Revolutionary drugs often get the bulk of attention surrounding medical advances. But their success in the real world is intrinsically tied to the screening process that finds which patients would benefit.
For biomarker assay maker Quanterix and their Big Pharma partner Eli Lilly, this interconnected relationship could develop personalized therapies for one of the trickiest neurological conditions out there: Alzheimer's disease.
Quanterix's technology platform, called Simoa, allows the detection of biomarkers at ultra-small concentrations. For it to work well, the platform needs antibodies that tell the sensitive technology what to look for, Quanterix CEO, Masoud Toloue, says.

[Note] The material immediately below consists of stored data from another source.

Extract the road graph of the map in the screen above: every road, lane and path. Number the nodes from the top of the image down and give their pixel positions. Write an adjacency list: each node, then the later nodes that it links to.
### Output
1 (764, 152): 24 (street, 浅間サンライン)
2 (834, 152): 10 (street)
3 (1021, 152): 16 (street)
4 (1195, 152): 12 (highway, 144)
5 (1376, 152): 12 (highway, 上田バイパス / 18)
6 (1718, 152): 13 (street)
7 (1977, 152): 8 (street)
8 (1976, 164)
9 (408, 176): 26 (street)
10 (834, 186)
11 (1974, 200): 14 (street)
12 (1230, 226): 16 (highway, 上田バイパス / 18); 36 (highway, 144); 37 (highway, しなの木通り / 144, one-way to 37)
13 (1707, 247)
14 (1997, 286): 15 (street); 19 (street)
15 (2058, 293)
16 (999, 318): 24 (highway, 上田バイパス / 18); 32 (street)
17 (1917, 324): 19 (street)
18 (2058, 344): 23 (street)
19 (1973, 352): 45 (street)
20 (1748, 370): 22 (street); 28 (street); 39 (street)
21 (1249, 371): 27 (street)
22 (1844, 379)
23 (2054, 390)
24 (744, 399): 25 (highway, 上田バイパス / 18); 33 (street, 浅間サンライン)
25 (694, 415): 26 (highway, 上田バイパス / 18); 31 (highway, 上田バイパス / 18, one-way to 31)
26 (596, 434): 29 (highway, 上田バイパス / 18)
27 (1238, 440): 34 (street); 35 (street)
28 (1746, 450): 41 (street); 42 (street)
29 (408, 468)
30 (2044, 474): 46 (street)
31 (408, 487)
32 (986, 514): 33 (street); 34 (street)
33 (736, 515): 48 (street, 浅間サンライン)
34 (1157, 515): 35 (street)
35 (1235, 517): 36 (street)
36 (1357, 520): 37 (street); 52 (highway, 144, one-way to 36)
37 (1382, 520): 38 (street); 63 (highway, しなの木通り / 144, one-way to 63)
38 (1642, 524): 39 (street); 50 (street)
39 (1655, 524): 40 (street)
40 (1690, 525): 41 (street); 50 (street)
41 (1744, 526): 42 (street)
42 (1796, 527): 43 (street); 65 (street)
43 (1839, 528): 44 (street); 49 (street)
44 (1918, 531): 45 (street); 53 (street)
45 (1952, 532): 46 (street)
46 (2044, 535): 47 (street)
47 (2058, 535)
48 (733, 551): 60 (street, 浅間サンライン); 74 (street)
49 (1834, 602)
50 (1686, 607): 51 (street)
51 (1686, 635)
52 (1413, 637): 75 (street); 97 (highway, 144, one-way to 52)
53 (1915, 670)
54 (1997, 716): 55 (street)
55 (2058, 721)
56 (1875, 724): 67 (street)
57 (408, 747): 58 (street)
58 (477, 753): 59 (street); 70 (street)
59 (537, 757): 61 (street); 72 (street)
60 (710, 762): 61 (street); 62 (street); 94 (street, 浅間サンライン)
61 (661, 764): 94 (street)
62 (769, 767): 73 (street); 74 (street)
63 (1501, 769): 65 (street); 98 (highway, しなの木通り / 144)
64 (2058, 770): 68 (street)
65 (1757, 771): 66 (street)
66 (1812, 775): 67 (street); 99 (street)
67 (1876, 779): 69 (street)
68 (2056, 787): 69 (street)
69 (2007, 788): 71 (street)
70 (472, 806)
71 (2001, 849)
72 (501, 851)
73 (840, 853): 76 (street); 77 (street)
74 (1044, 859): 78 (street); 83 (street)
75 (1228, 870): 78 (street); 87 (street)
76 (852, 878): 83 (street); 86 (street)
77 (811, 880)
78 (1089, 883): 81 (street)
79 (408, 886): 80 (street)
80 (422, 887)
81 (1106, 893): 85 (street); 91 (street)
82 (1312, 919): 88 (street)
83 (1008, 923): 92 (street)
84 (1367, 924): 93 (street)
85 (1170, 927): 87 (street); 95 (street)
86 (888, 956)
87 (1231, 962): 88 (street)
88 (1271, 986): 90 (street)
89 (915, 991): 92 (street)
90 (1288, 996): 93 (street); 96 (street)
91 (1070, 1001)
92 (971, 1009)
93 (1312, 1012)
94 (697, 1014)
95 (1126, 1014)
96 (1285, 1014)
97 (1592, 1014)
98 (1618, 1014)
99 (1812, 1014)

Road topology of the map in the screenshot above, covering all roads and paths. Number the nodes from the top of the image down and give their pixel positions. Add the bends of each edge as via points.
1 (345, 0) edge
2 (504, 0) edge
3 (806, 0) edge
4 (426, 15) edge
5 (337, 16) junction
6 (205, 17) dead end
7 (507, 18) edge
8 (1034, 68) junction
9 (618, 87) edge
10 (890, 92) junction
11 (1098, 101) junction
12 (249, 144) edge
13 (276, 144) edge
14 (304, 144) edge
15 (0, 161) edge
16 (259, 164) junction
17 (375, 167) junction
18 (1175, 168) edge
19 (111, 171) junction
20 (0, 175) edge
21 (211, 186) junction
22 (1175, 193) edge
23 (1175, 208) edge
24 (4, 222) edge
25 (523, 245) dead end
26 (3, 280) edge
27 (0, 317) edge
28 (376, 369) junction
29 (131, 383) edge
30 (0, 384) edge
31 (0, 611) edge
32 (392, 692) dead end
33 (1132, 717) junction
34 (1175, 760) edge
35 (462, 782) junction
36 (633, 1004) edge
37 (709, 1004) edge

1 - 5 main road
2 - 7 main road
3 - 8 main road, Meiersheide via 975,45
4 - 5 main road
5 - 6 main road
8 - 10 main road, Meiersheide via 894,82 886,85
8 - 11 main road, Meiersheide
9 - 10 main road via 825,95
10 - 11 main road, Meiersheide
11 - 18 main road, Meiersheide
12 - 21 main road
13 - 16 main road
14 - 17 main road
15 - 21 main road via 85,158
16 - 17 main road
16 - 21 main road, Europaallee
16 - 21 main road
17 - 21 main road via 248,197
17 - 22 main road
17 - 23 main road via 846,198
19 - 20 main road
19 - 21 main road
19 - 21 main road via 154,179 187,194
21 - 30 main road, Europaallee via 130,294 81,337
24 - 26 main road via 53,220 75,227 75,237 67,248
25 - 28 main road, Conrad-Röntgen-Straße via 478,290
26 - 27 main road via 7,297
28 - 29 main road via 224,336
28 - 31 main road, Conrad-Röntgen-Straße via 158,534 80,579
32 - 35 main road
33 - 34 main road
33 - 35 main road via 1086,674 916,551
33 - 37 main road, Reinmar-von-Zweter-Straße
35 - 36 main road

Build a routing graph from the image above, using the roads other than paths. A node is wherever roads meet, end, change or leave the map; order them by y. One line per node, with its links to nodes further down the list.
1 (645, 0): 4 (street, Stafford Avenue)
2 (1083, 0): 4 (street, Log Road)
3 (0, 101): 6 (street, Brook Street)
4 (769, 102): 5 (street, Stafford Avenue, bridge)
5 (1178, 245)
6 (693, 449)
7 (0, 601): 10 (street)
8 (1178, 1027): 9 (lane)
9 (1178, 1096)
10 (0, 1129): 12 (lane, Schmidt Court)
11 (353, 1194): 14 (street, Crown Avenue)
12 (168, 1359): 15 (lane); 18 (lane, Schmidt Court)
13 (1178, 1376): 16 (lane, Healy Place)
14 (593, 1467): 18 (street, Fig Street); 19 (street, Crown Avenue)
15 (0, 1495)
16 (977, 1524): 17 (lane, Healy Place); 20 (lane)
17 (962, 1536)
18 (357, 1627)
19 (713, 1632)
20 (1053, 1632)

"We're identifying detection capabilities so that we can detect biomarkers at femtomolar levels," Toloue says. Femtomolar refers to a very, very small concentration of molecules in a sample. "The next thing you need is important biomarkers."
That's where Lilly comes in. The partnership between Quanterix and Lilly is symbolic of the interdependence between pharma companies developing new drugs and the diagnostic companies that can identify the patients who will benefit from treatment.
Lilly's P-tau217 is a biomarker the company believes can determine Alzheimer's disease pathology through plasma. Their drug donanemab, which targets beta amyloid plaques in the brain thought to contribute to Alzheimer's symptoms, also led to 24% lowering of the tau biomarker in phase 2 study results released last year.
"The agreement and partnership with Lilly is around access to Lilly's 217 antibody technology," Toloue says. "This is an important next step for our company, and working with a great biomarker and the technology combined, we think is going to make a big impact."
Lilly Chief Medical Officer, Dan Skovronsky, said on the company's first-quarter earnings call in April that the use of biomarkers to select patients, particularly in clinical trials, allows them to drill down into how the drug can perform most effectively in a crucial window.
"These aren't patients who have too much tau in the brain, because we think they're beyond the point where anti-amyloid drugs will help them — nor are they patients with no tau in the brain because we think those patients won't progress even on placebo and therefore won't get benefit from a drug," Skovronsky said. "So we think selecting those patients will give us the opportunity to see better efficacy on a more homogenous background."
The invention of the microscope
To understand the impact that ultra-sensitive biomarker assays can have in precision medicine, Toloue hearkens back a few centuries to another important invention: the microscope.
"A couple hundred years ago … you had the discovery of the microscope, and you could see microorganisms," Toloue says. "With Simoa, I view that as an analogous technology in that we can measure proteins at levels that were previously not available, or not able to be seen or detectable, and that's improving."
Being able to see deeper into what is ailing a patient can help improve outcomes, Toloue says.
"If you can detect these biomarkers efficiently and early, that helps with more efficacious therapies and allows a better health profile for someone in the future," Toloue says.
Simoa uses magnetic particles that are coupled with an antibody, and then the detection of a biomarker generates a fluorescent molecule that can be found even at low concentrations.
For Alzheimer's, a notoriously challenging realm of drug R&D, the biomarkers could determine not only which treatment is useful but which new therapies could work for certain patients.
"It's been a few decades where the whole Alzheimer's market has been trying to identify the right target and the right detection mode," Toloue says. "And very clearly, there haven't been a lot of successes until recently with a few new therapies that are coming to market."
Therapies like Biogen's Aduhelm, approved last year with much controversy surrounding effectiveness and trial design, have shown just how challenging the brain can be to treat.
"It's been a difficult stretch, and this whole neuro area hasn't been easy," Toloue says.
Hand in hand
"If you take the broad definition of precision medicine … to put together a therapy that's going to be unique for one person, I think in the area of neurology, that will happen at one point in the future," Toloue says. "The testing, the screening, the triage, and ultimately the diagnostics are going to have to go hand in hand with therapies."
And this type of precision medicine can help treat patients much earlier in their disease state — a truly important effort for Alzheimer's in particular.
"With a successful therapy in the market comes a need to do decentralized testing, and making testing available and accessible to everyone at far earlier stages," Toloue says. "And making it accessible and identifiable early is also going to help with the success of the therapy and the drug."
That work isn't done — Quanterix received funding from the Alzheimer's Drug Discovery Foundation (ADDF) in March to develop what’s called a multi-analyte immunoassay, which would enable simultaneous measurement of many substances.
"If we want to in the future replace imaging, we think it's a multi-analyte test, and the ADDF work is really for funding a series of prospective clinical trials," Toloue says.
Ultimately, the goal is to take the guess-work out of the diagnostic process. This kind of advancement could go a long way in reducing medical costs, and preserving precious time for patients and their families.
"When you look at the costs of imaging, the cost of getting cerebral spinal fluid, that's all very expensive," Toloue says. "So if you can do it in a blood test and screen the population to identify who is the best fit for therapy, that's incredible for both the providers and the patients."